ISLAMABAD:China has shown willingness to reschedule $1.8 billion debt for a period of two years, which is about half of the amount that Pakistan had requested last year but is still critical for meeting requirements of the International Monetary Fund (IMF) programme.
Islamabad sought the rescheduling of the government’s concessional loans, preferential buyer credit, and the buyer’s credit from the Export-Import (Exim) Bank of China, according to government officials. China has not agreed to reschedule the buyer’s credit loans, they added.
There is now a possibility that China may reschedule $1.8 billion worth of government concessional loans and the preferential buyer credit by next month, they added. These loans have been taken for various projects and are over and above the commercial financing that Chinese banks have given to Pakistan.
The Ministry of Finance spokesman Qumar Abbasi did not respond to requests for comments despite repeated reminders during the past many days.
The development came amid thin foreign exchange reserves temporarily slipping below $10 billion after Islamabad made bullet commercial debt repayments to Beijing last week. However, the figure is expected to jump to close to $14 billion in the next one week, once China refinances these facilities.
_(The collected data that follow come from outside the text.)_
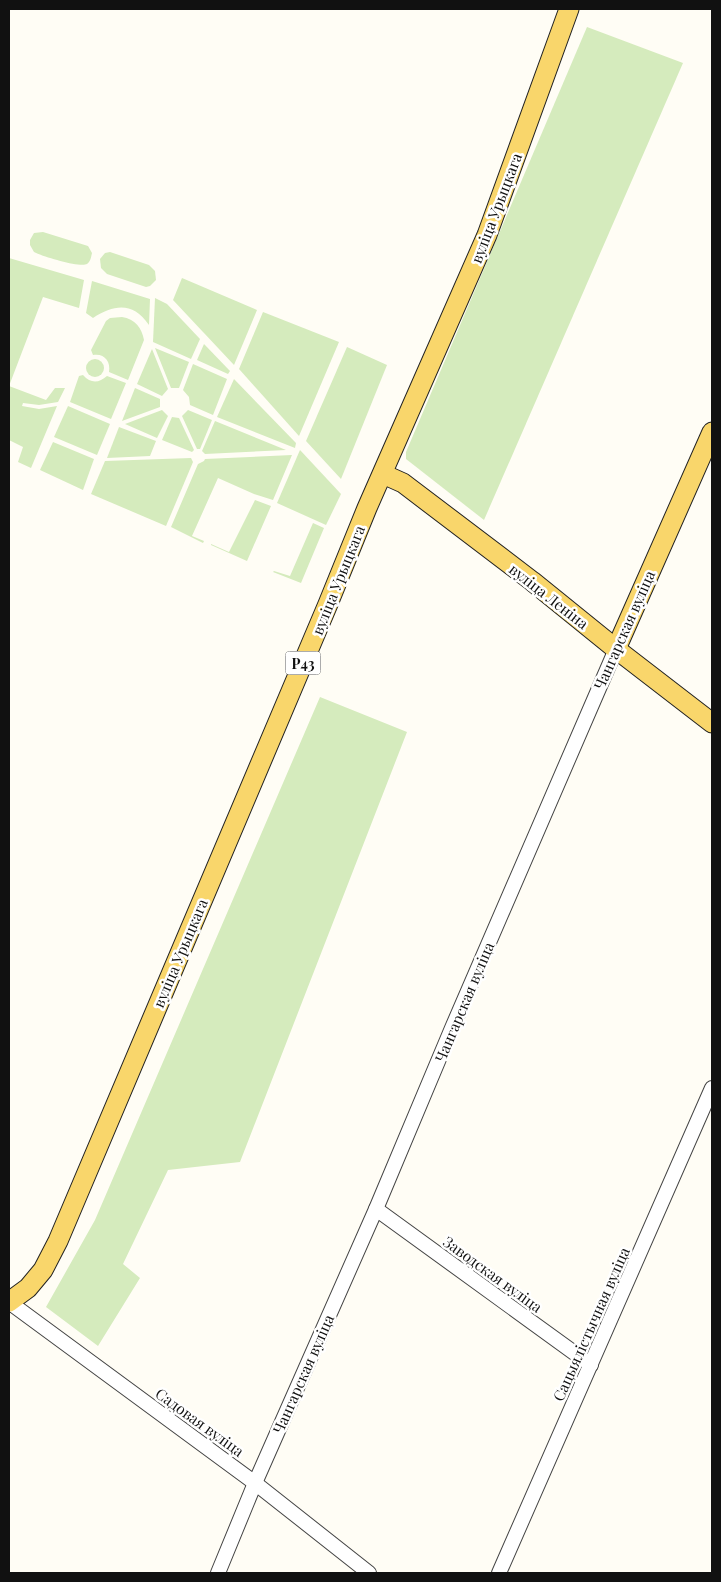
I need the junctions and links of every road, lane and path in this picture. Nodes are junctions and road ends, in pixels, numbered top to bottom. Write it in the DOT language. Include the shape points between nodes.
graph roads {
  1 [pos="569,9"];
  2 [pos="712,432"];
  3 [pos="383,474"];
  4 [pos="616,649"];
  5 [pos="712,723"];
  6 [pos="712,1088"];
  7 [pos="376,1209"];
  8 [pos="9,1302"];
  9 [pos="591,1365"];
  10 [pos="255,1483"];
  11 [pos="218,1573"];
  12 [pos="369,1573"];
  13 [pos="499,1573"];
  1 -- 3 [label="main road, вуліца Урыцкага / Р43" via="487,235"];
  2 -- 4 [label="main road, Чангарская вуліца"];
  3 -- 4 [label="main road, вуліца Леніна" via="403,483"];
  3 -- 8 [label="main road, вуліца Урыцкага / Р43" via="58,1241 43,1270 28,1288"];
  4 -- 5 [label="main road, вуліца Леніна"];
  4 -- 7 [label="street, Чангарская вуліца"];
  6 -- 9 [label="street, Сацыялістычная вуліца"];
  7 -- 9 [label="street, Заводская вуліца"];
  7 -- 10 [label="street, Чангарская вуліца"];
  8 -- 10 [label="street, Садовая вуліца"];
  9 -- 13 [label="street, Сацыялістычная вуліца"];
  10 -- 11 [label="street, Чангарская вуліца"];
  10 -- 12 [label="street, Садовая вуліца"];
}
Finance Minister Muhammad Aurangzeb has already announced that the foreign exchange reserves would close over $14 billion by the end of this fiscal year. The fiscal year 2024-25 would close on the coming Monday.
Pakistan had initially requested China to reschedule $3.4 billion Exim Bank debt for two years to bridge a foreign funding gap identified by the IMF. Deputy Prime Minister Ishaq Dar also took up the issue during his visit to Beijing in February this year.
The government had requested the Exim Bank of China to consider rearrangement of its loans falling due from October 2024 till September 2027. China was not willing to negotiate the further rescheduling of the COVID-19 period loans, which consumed significant time, according to government officials.
Under the $7 billion deal, the IMF had identified a $5 billion external financing gap for the three-year programme period.
The Exim Bank has extended direct lending to the federal government and guaranteed lending to State-Owned Enterprises, said the sources. Pakistan has sought a two-year extension in repayment of the official and guaranteed debt obtained from Exim Bank. The country would keep making interest payments.